[Information Boundary: Start]

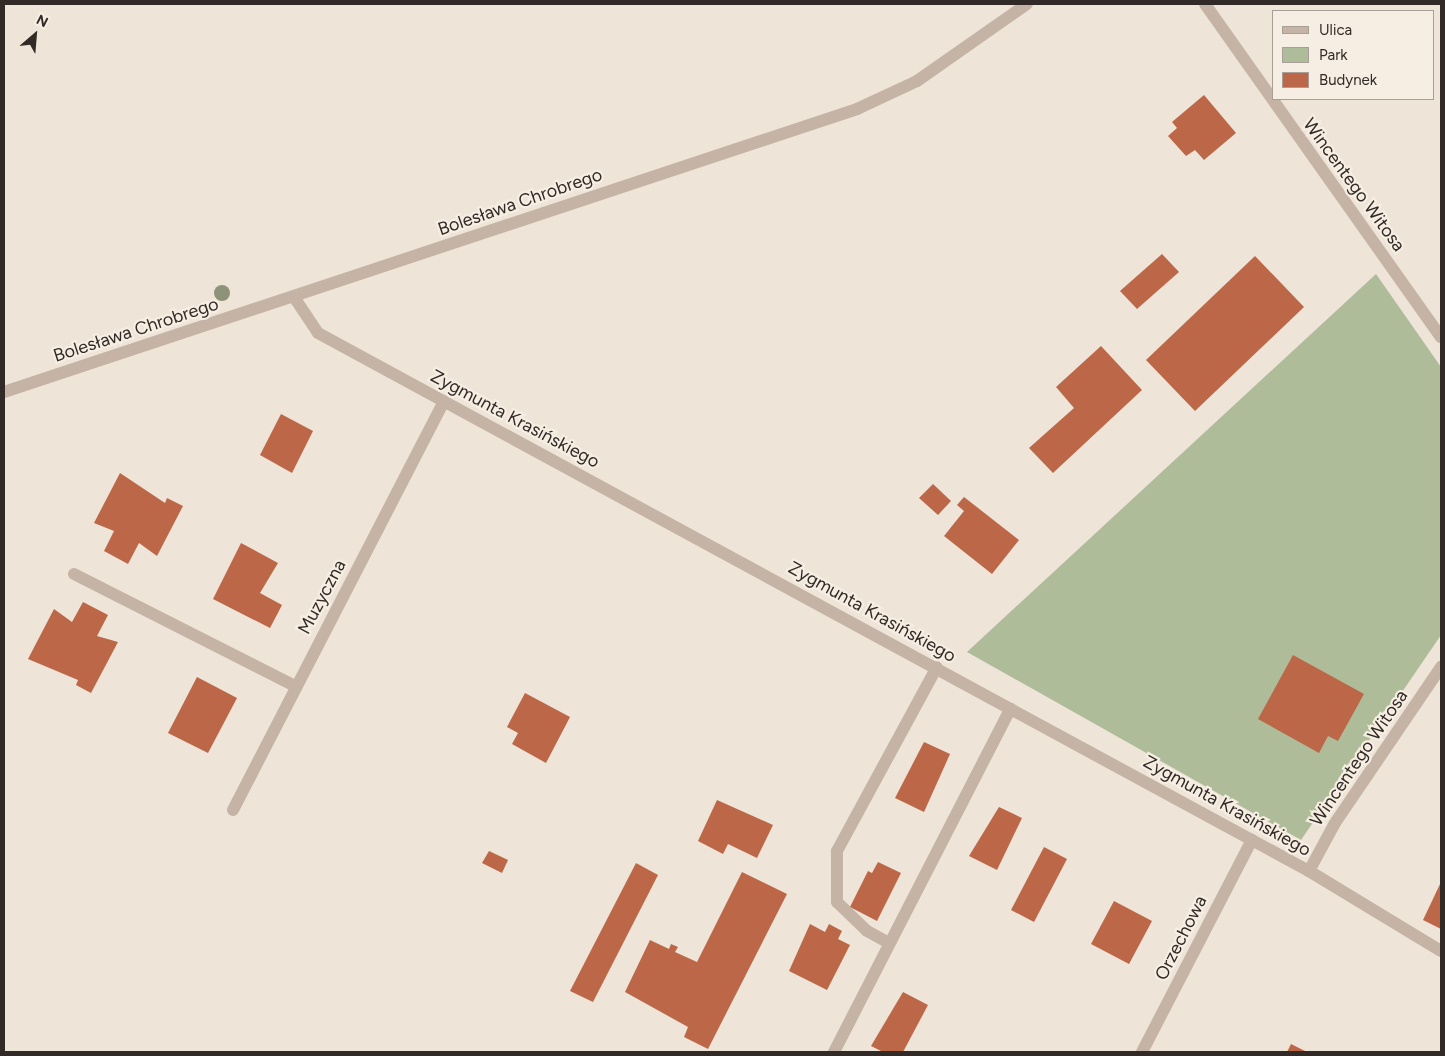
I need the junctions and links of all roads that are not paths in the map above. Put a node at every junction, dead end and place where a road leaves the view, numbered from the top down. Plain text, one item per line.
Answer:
1 (1027, 4) edge
2 (1204, 4) edge
3 (1272, 100) edge
4 (1272, 100) edge
5 (294, 297) junction
6 (1441, 337) edge
7 (4, 392) edge
8 (444, 400) junction
9 (74, 574) dead end
10 (936, 667) junction
11 (1441, 667) edge
12 (294, 686) junction
13 (1010, 709) junction
14 (233, 810) dead end
15 (1252, 840) junction
16 (1308, 871) junction
17 (889, 943) junction
18 (1441, 951) edge
19 (834, 1052) edge
20 (1142, 1052) edge

1 - 5 street, Bolesława Chrobrego
2 - 4 street, Wincentego Witosa
3 - 6 street, Wincentego Witosa
5 - 7 street, Bolesława Chrobrego
5 - 8 street, Zygmunta Krasińskiego
8 - 10 street, Zygmunta Krasińskiego
8 - 12 street, Muzyczna
9 - 12 street
10 - 13 street, Zygmunta Krasińskiego
10 - 17 street
11 - 16 street, Wincentego Witosa
12 - 14 street, Muzyczna
13 - 15 street, Zygmunta Krasińskiego
13 - 17 street
15 - 16 street, Zygmunta Krasińskiego
15 - 20 street, Orzechowa
16 - 18 street, Zygmunta Krasińskiego
17 - 19 street

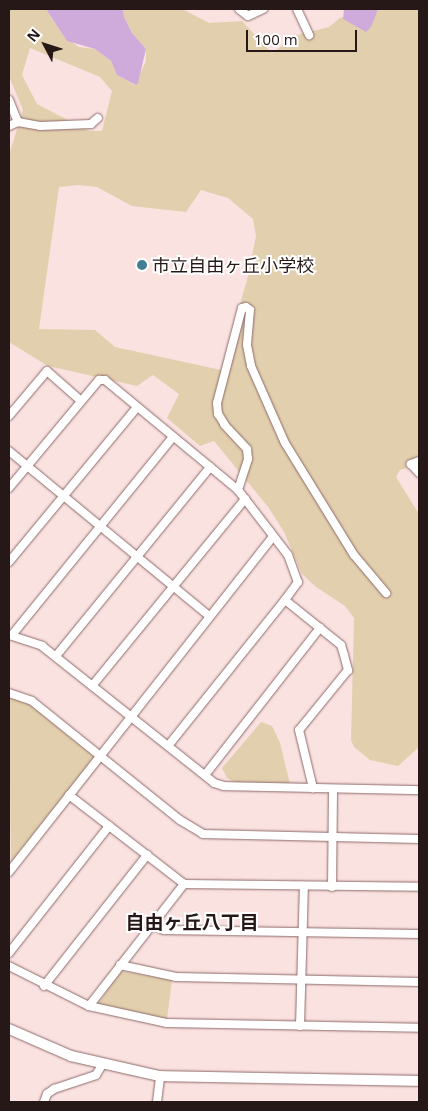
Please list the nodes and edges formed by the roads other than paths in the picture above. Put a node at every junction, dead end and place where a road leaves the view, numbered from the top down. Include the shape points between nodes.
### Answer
1 (239, 9) edge
2 (263, 9) edge
3 (297, 9) edge
4 (309, 35) dead end
5 (9, 100) edge
6 (98, 118) dead end
7 (18, 122) junction
8 (9, 126) edge
9 (82, 401) junction
10 (137, 407) junction
11 (9, 416) edge
12 (173, 437) junction
13 (9, 451) edge
14 (419, 461) edge
15 (27, 466) junction
16 (210, 467) junction
17 (419, 472) edge
18 (9, 488) edge
19 (238, 490) junction
20 (64, 496) junction
21 (245, 499) junction
22 (100, 526) junction
23 (273, 536) junction
24 (137, 556) junction
25 (9, 562) edge
26 (174, 586) junction
27 (386, 593) dead end
28 (284, 600) junction
29 (209, 616) junction
30 (320, 628) junction
31 (10, 635) edge
32 (56, 656) junction
33 (92, 686) junction
34 (9, 693) edge
35 (130, 718) junction
36 (168, 746) junction
37 (100, 757) junction
38 (205, 775) junction
39 (313, 788) junction
40 (333, 789) junction
41 (419, 790) edge
42 (69, 795) junction
43 (109, 826) junction
44 (334, 837) junction
45 (419, 839) edge
46 (147, 855) junction
47 (10, 868) edge
48 (184, 884) junction
49 (304, 886) junction
50 (332, 887) junction
51 (419, 887) edge
52 (152, 925) junction
53 (302, 933) junction
54 (419, 934) edge
55 (9, 953) edge
56 (120, 965) junction
57 (9, 966) edge
58 (301, 979) junction
59 (419, 982) edge
60 (44, 986) junction
61 (89, 1006) junction
62 (300, 1026) junction
63 (419, 1028) edge
64 (9, 1029) edge
65 (102, 1065) junction
66 (160, 1076) junction
67 (419, 1081) edge
68 (44, 1102) edge
69 (157, 1102) edge

1 - 2 street via 248,16
3 - 4 street
5 - 7 street
6 - 7 street via 90,124 40,126
7 - 8 street
9 - 10 street via 99,380 105,380
9 - 11 street via 46,371
9 - 15 street
10 - 12 street
10 - 20 street
12 - 16 street
12 - 22 street
13 - 15 street
14 - 17 street via 411,464
15 - 18 street
15 - 20 street
16 - 19 street
16 - 24 street
19 - 21 street
19 - 27 street via 248,459 247,449 225,425 218,414 217,403 242,308 246,308 250,310 247,345 251,366 285,443 354,555
20 - 22 street
20 - 25 street
21 - 23 street
21 - 26 street
22 - 24 street
22 - 31 street
23 - 28 street via 288,555 298,582
23 - 29 street
24 - 26 street
24 - 32 street
26 - 29 street
26 - 33 street
28 - 30 street
28 - 36 street
29 - 35 street
30 - 38 street
30 - 39 street via 341,644 348,670 300,730
31 - 32 street via 34,641
32 - 33 street
33 - 35 street
34 - 37 street via 32,701
35 - 36 street
35 - 37 street
36 - 38 street
37 - 42 street
37 - 44 street via 192,829 204,834
38 - 39 street via 224,786
39 - 40 street
40 - 41 street
40 - 44 street
42 - 43 street
42 - 47 street
43 - 46 street
43 - 55 street
44 - 45 street
44 - 50 street
46 - 48 street
46 - 60 street
48 - 49 street
48 - 52 street
49 - 50 street
49 - 53 street
50 - 51 street
52 - 53 street via 164,930
52 - 56 street
53 - 54 street
53 - 58 street
56 - 58 street via 176,977
56 - 61 street
57 - 60 street
58 - 59 street
58 - 62 street
60 - 61 street
61 - 62 street via 167,1023
62 - 63 street
64 - 65 street via 48,1047
65 - 66 street
65 - 68 street via 96,1075 54,1089
66 - 67 street
66 - 69 street

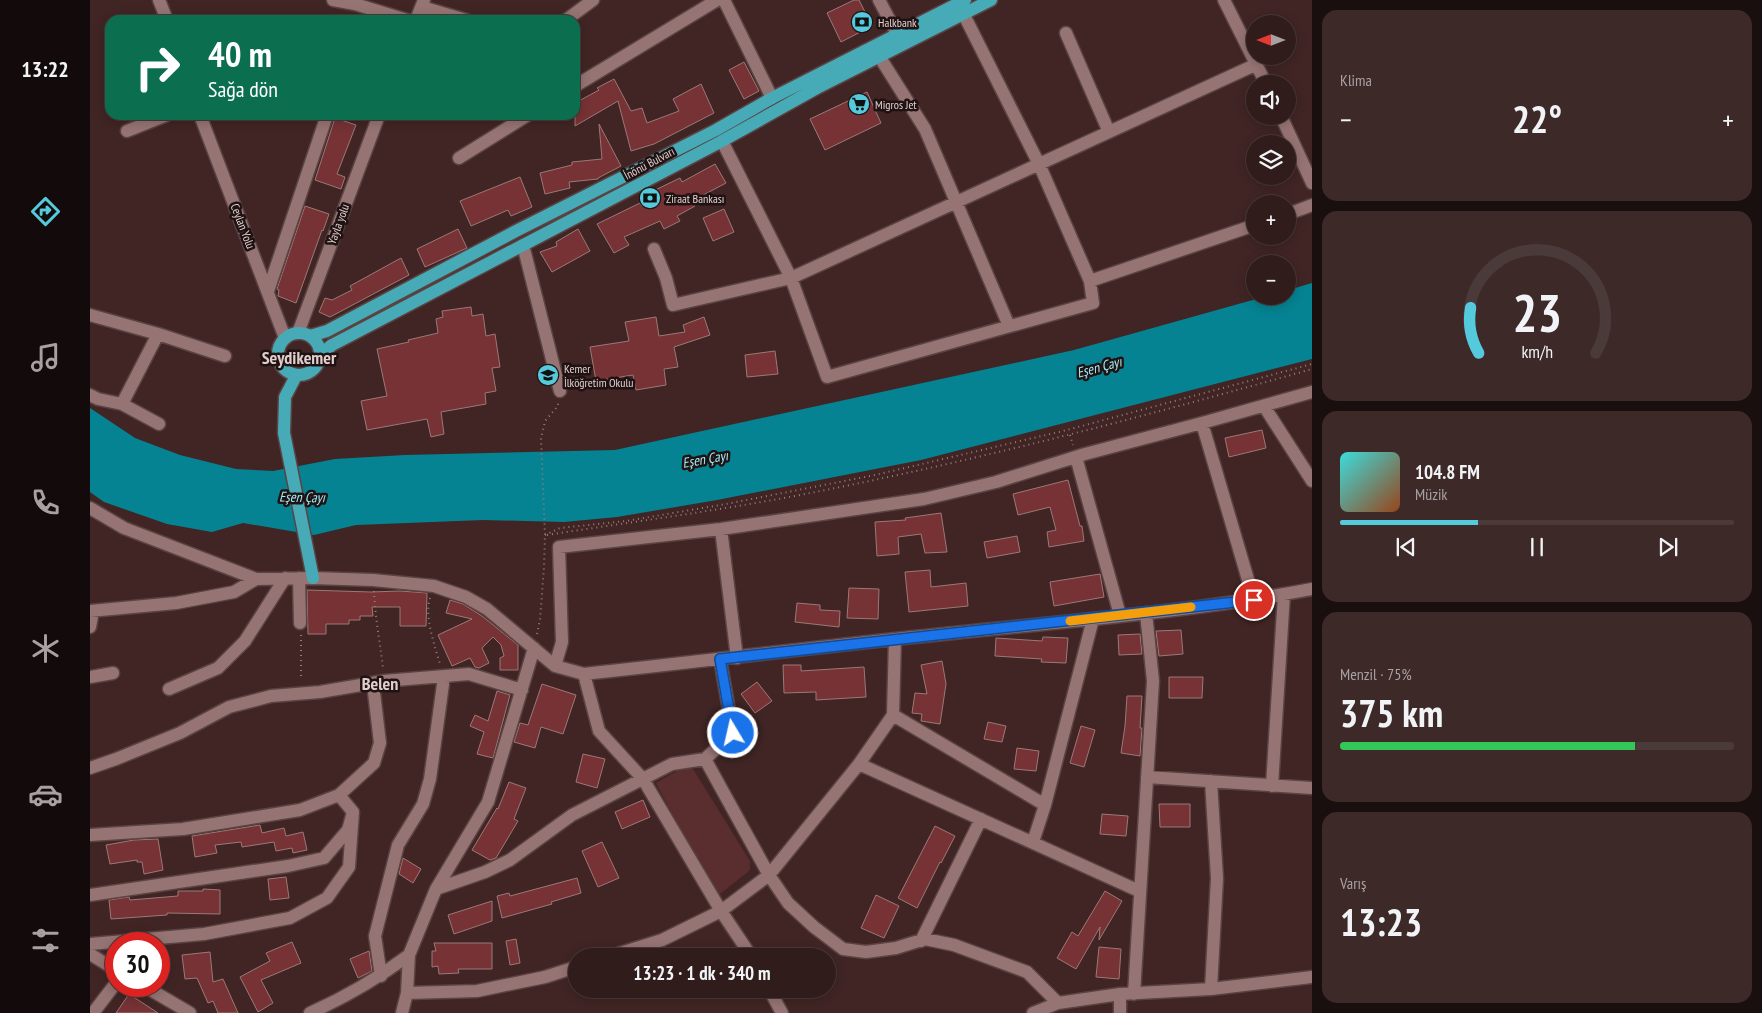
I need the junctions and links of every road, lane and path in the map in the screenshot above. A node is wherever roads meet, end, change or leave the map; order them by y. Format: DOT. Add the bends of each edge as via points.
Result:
graph roads {
  1 [pos="159,0"];
  2 [pos="332,0"];
  3 [pos="717,0"];
  4 [pos="724,0"];
  5 [pos="878,0"];
  6 [pos="965,0"];
  7 [pos="991,0"];
  8 [pos="1224,0"];
  9 [pos="589,1"];
  10 [pos="423,4"];
  11 [pos="964,13"];
  12 [pos="165,15"];
  13 [pos="391,15"];
  14 [pos="453,15"];
  15 [pos="572,15"];
  16 [pos="1066,33"];
  17 [pos="899,39"];
  18 [pos="1246,43"];
  19 [pos="879,56"];
  20 [pos="1255,65"];
  21 [pos="580,83"];
  22 [pos="772,98"];
  23 [pos="154,120"];
  24 [pos="202,120"];
  25 [pos="325,120"];
  26 [pos="377,120"];
  27 [pos="520,120"];
  28 [pos="1285,125"];
  29 [pos="127,131"];
  30 [pos="1109,132"];
  31 [pos="719,135"];
  32 [pos="459,158"];
  33 [pos="1039,164"];
  34 [pos="1312,183"];
  35 [pos="956,203"];
  36 [pos="1312,206"];
  37 [pos="1296,211"];
  38 [pos="1246,228"];
  39 [pos="516,231"];
  40 [pos="523,245"];
  41 [pos="654,249"];
  42 [pos="791,278"];
  43 [pos="1090,281"];
  44 [pos="268,291"];
  45 [pos="90,315"];
  46 [pos="1009,326"];
  47 [pos="158,334"];
  48 [pos="304,334"];
  49 [pos="286,338"];
  50 [pos="321,354"];
  51 [pos="225,356"];
  52 [pos="1312,364"];
  53 [pos="1312,369"];
  54 [pos="296,376"];
  55 [pos="560,391"];
  56 [pos="1312,392"];
  57 [pos="90,395"];
  58 [pos="122,404"];
  59 [pos="1264,406"];
  60 [pos="1202,423"];
  61 [pos="159,424"];
  62 [pos="1068,430"];
  63 [pos="1069,434"];
  64 [pos="1076,457"];
  65 [pos="1312,481"];
  66 [pos="92,513"];
  67 [pos="722,529"];
  68 [pos="545,535"];
  69 [pos="286,578"];
  70 [pos="299,578"];
  71 [pos="313,578"];
  72 [pos="256,579"];
  73 [pos="373,580"];
  74 [pos="434,586"];
  75 [pos="1312,589"];
  76 [pos="1284,594"];
  77 [pos="1254,600"];
  78 [pos="91,611"];
  79 [pos="1146,613"];
  80 [pos="1120,616"];
  81 [pos="1093,618"];
  82 [pos="300,623"];
  83 [pos="90,627"];
  84 [pos="895,639"];
  85 [pos="534,648"];
  86 [pos="737,658"];
  87 [pos="720,659"];
  88 [pos="555,666"];
  89 [pos="113,673"];
  90 [pos="584,674"];
  91 [pos="444,676"];
  92 [pos="90,677"];
  93 [pos="301,680"];
  94 [pos="378,682"];
  95 [pos="169,689"];
  96 [pos="522,690"];
  97 [pos="893,715"];
  98 [pos="705,760"];
  99 [pos="859,764"];
  100 [pos="90,768"];
  101 [pos="1147,777"];
  102 [pos="643,779"];
  103 [pos="1210,781"];
  104 [pos="1272,786"];
  105 [pos="1312,788"];
  106 [pos="339,795"];
  107 [pos="1045,805"];
  108 [pos="353,812"];
  109 [pos="981,819"];
  110 [pos="90,835"];
  111 [pos="1033,842"];
  112 [pos="769,875"];
  113 [pos="436,889"];
  114 [pos="1139,891"];
  115 [pos="90,895"];
  116 [pos="721,911"];
  117 [pos="921,941"];
  118 [pos="90,944"];
  119 [pos="636,948"];
  120 [pos="746,948"];
  121 [pos="90,954"];
  122 [pos="409,954"];
  123 [pos="105,963"];
  124 [pos="568,970"];
  125 [pos="381,976"];
  126 [pos="1312,977"];
  127 [pos="1211,989"];
  128 [pos="407,993"];
  129 [pos="1120,994"];
  130 [pos="1134,994"];
  131 [pos="105,997"];
  132 [pos="163,997"];
  133 [pos="774,998"];
  134 [pos="1058,1003"];
  135 [pos="93,1013"];
  136 [pos="190,1013"];
  137 [pos="310,1013"];
  138 [pos="402,1013"];
  139 [pos="782,1013"];
  140 [pos="1034,1013"];
  141 [pos="1120,1013"];
  1 -- 12 [label="street"];
  2 -- 13 [label="street"];
  3 -- 21 [label="street"];
  4 -- 22 [label="street"];
  5 -- 17 [label="street"];
  6 -- 17 [label="main road, İnönü Bulvarı"];
  7 -- 11 [label="main road, İnönü Bulvarı"];
  8 -- 18 [label="street"];
  9 -- 15 [label="street"];
  10 -- 14 [label="street"];
  11 -- 17 [label="main road, İnönü Bulvarı"];
  11 -- 33 [label="street"];
  16 -- 30 [label="street"];
  17 -- 19 [label="main road, İnönü Bulvarı"];
  17 -- 22 [label="main road, İnönü Bulvarı"];
  19 -- 31 [label="main road, İnönü Bulvarı"];
  19 -- 35 [label="street" via="925,129"];
  20 -- 30 [label="street"];
  22 -- 31 [label="main road, İnönü Bulvarı"];
  23 -- 29 [label="street"];
  24 -- 44 [label="street, Ceylan Yolu"];
  25 -- 44 [label="street"];
  26 -- 48 [label="street, Yayla yolu"];
  27 -- 32 [label="street"];
  28 -- 34 [label="street"];
  30 -- 33 [label="street"];
  31 -- 39 [label="main road, İnönü Bulvarı"];
  31 -- 40 [label="main road, İnönü Bulvarı"];
  31 -- 42 [label="street"];
  33 -- 35 [label="street"];
  33 -- 43 [label="street"];
  35 -- 42 [label="street"];
  35 -- 46 [label="street"];
  36 -- 37 [label="street"];
  38 -- 43 [label="street"];
  39 -- 40 [label="main road"];
  39 -- 48 [label="main road, İnönü Bulvarı" via="327,331"];
  40 -- 50 [label="main road, İnönü Bulvarı" via="332,345"];
  40 -- 55 [label="street"];
  41 -- 42 [label="street" via="673,305"];
  42 -- 46 [label="street" via="827,377"];
  43 -- 46 [label="street" via="1093,303"];
  44 -- 49 [label="street, Ceylan Yolu"];
  45 -- 47 [label="street"];
  47 -- 51 [label="street"];
  47 -- 58 [label="street"];
  48 -- 49 [label="main road"];
  48 -- 50 [label="main road" via="316,340"];
  49 -- 54 [label="main road" via="278,349 279,362"];
  50 -- 54 [label="main road" via="320,362 310,373"];
  52 -- 62 [label="path"];
  53 -- 63 [label="path"];
  54 -- 71 [label="main road" via="285,397 284,433"];
  55 -- 68 [label="path" via="558,406 545,421 541,439"];
  56 -- 59 [label="street"];
  57 -- 58 [label="street"];
  58 -- 61 [label="street"];
  59 -- 60 [label="street"];
  59 -- 65 [label="street"];
  60 -- 64 [label="street"];
  60 -- 77 [label="street"];
  62 -- 63 [label="path"];
  62 -- 68 [label="path" via="866,477 726,504 560,528"];
  63 -- 64 [label="path"];
  63 -- 68 [label="path" via="801,494"];
  64 -- 67 [label="street" via="996,482 924,499"];
  64 -- 80 [label="street"];
  66 -- 72 [label="street"];
  67 -- 86 [label="street"];
  67 -- 88 [label="street" via="559,547 562,642"];
  68 -- 85 [label="path" via="540,620"];
  69 -- 70 [label="street"];
  69 -- 72 [label="street"];
  69 -- 95 [label="street" via="246,641 218,668"];
  70 -- 71 [label="street"];
  70 -- 82 [label="street"];
  71 -- 73 [label="street"];
  72 -- 78 [label="street" via="234,592 176,604"];
  73 -- 74 [label="street"];
  73 -- 94 [label="path" via="375,620 380,639"];
  74 -- 85 [label="street" via="466,596 487,609"];
  74 -- 91 [label="path" via="429,602 430,623"];
  75 -- 76 [label="street"];
  76 -- 77 [label="street"];
  76 -- 104 [label="street"];
  77 -- 79 [label="street"];
  78 -- 83 [label="street"];
  79 -- 80 [label="street"];
  79 -- 101 [label="street" via="1153,681"];
  80 -- 81 [label="street"];
  81 -- 84 [label="street"];
  81 -- 107 [label="street"];
  82 -- 93 [label="path"];
  84 -- 86 [label="street"];
  84 -- 97 [label="street"];
  85 -- 88 [label="street"];
  85 -- 96 [label="street"];
  86 -- 87 [label="street"];
  87 -- 90 [label="street"];
  87 -- 98 [label="street" via="733,733"];
  88 -- 90 [label="street"];
  89 -- 92 [label="street"];
  90 -- 102 [label="street" via="599,731"];
  91 -- 94 [label="street"];
  91 -- 96 [label="street" via="469,674"];
  91 -- 125 [label="street" via="430,779 423,804 398,845 375,936"];
  94 -- 100 [label="street" via="271,696 229,707 180,733"];
  94 -- 106 [label="street" via="380,743 374,762"];
  96 -- 113 [label="street" via="488,802"];
  97 -- 99 [label="street"];
  97 -- 107 [label="street"];
  98 -- 102 [label="street" via="672,764"];
  98 -- 112 [label="street"];
  99 -- 109 [label="street"];
  99 -- 112 [label="street"];
  101 -- 103 [label="street"];
  101 -- 114 [label="street"];
  102 -- 113 [label="street" via="572,815 510,860"];
  102 -- 116 [label="street"];
  103 -- 104 [label="street"];
  103 -- 127 [label="street" via="1217,878"];
  104 -- 105 [label="street"];
  106 -- 108 [label="street"];
  106 -- 110 [label="street" via="300,810 182,830"];
  107 -- 111 [label="street"];
  108 -- 115 [label="street" via="348,830 324,858"];
  108 -- 118 [label="street" via="349,866 327,898 290,918 204,934"];
  109 -- 111 [label="street"];
  109 -- 117 [label="street"];
  111 -- 114 [label="street"];
  112 -- 116 [label="street"];
  112 -- 117 [label="street" via="788,903 844,948 866,952"];
  113 -- 122 [label="street"];
  114 -- 130 [label="street"];
  116 -- 119 [label="street" via="662,940"];
  116 -- 120 [label="street"];
  117 -- 134 [label="street" via="954,945 1027,972"];
  121 -- 123 [label="street"];
  122 -- 125 [label="street"];
  122 -- 128 [label="street"];
  124 -- 128 [label="street" via="478,991"];
  125 -- 137 [label="street"];
  126 -- 127 [label="street"];
  127 -- 130 [label="street"];
  128 -- 138 [label="street"];
  129 -- 130 [label="street"];
  129 -- 134 [label="street"];
  129 -- 141 [label="street"];
  131 -- 135 [label="street"];
  132 -- 136 [label="street"];
  133 -- 139 [label="street"];
  134 -- 140 [label="street"];
}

[Information Boundary: End]

Find and copy each line of the data where "İnönü" is present.

  6 -- 17 [label="main road, İnönü Bulvarı"];
  7 -- 11 [label="main road, İnönü Bulvarı"];
  11 -- 17 [label="main road, İnönü Bulvarı"];
  17 -- 19 [label="main road, İnönü Bulvarı"];
  17 -- 22 [label="main road, İnönü Bulvarı"];
  19 -- 31 [label="main road, İnönü Bulvarı"];
  22 -- 31 [label="main road, İnönü Bulvarı"];
  31 -- 39 [label="main road, İnönü Bulvarı"];
  31 -- 40 [label="main road, İnönü Bulvarı"];
  39 -- 48 [label="main road, İnönü Bulvarı" via="327,331"];
  40 -- 50 [label="main road, İnönü Bulvarı" via="332,345"];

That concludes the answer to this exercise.